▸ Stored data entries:
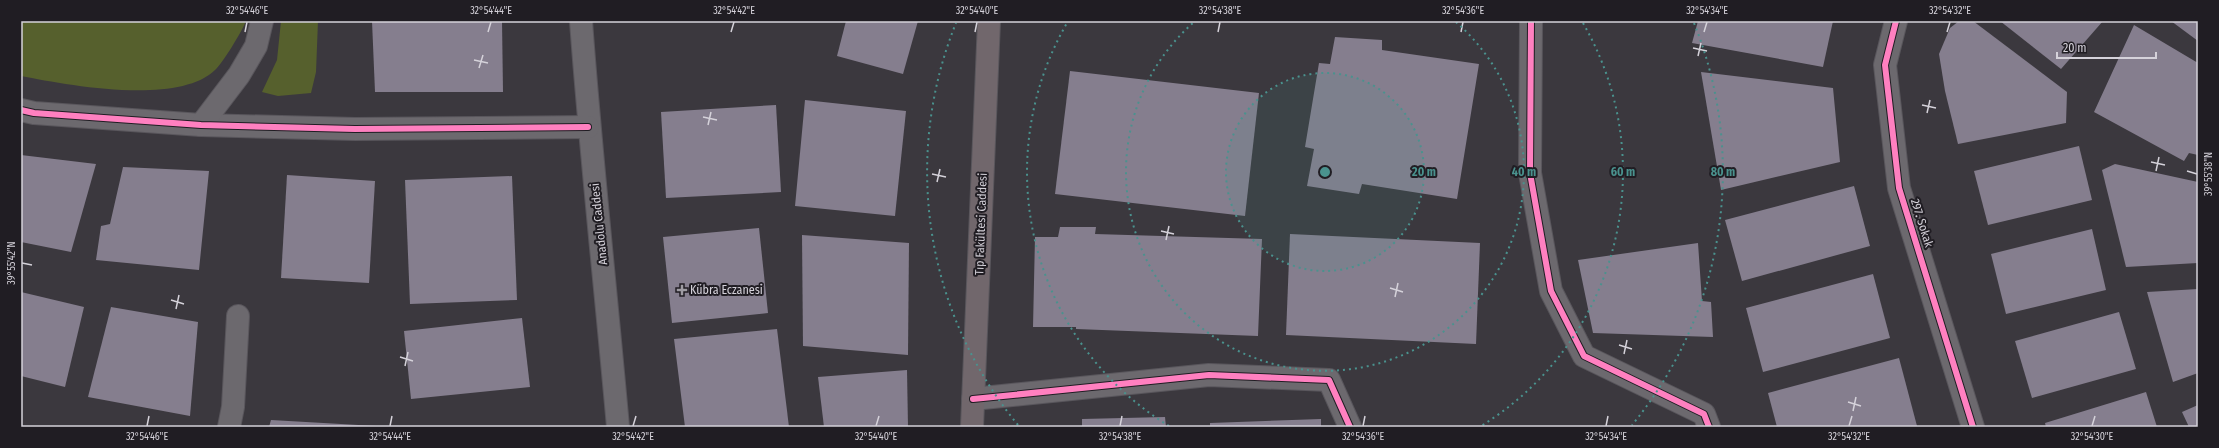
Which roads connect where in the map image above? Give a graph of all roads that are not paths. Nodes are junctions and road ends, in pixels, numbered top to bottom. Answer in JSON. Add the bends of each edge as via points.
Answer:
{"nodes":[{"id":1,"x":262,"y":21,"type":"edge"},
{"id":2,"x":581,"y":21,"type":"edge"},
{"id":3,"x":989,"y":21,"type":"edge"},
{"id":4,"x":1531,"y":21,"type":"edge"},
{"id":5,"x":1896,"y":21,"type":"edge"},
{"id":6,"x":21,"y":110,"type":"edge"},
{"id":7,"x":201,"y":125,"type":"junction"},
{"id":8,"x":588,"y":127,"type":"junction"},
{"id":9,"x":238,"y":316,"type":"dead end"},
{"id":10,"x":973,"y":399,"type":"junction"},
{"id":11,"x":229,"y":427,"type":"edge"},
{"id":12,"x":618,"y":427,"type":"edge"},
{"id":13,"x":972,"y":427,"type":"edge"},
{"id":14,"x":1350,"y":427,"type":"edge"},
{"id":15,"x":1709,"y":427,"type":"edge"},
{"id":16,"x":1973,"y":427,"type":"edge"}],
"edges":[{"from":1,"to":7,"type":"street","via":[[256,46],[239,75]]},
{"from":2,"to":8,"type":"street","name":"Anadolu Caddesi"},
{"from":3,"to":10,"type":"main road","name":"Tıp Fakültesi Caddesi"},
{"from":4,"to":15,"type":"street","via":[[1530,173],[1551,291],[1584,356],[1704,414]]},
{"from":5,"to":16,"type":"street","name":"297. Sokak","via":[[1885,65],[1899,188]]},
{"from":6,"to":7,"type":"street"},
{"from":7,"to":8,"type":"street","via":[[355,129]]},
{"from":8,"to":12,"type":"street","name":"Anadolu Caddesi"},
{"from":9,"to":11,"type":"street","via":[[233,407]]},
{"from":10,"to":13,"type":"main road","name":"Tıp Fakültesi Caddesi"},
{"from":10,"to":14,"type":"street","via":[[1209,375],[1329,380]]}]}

▸ Activity:
State how many lines of the records hold the string "main", and nothing else.

▸ Task output:
2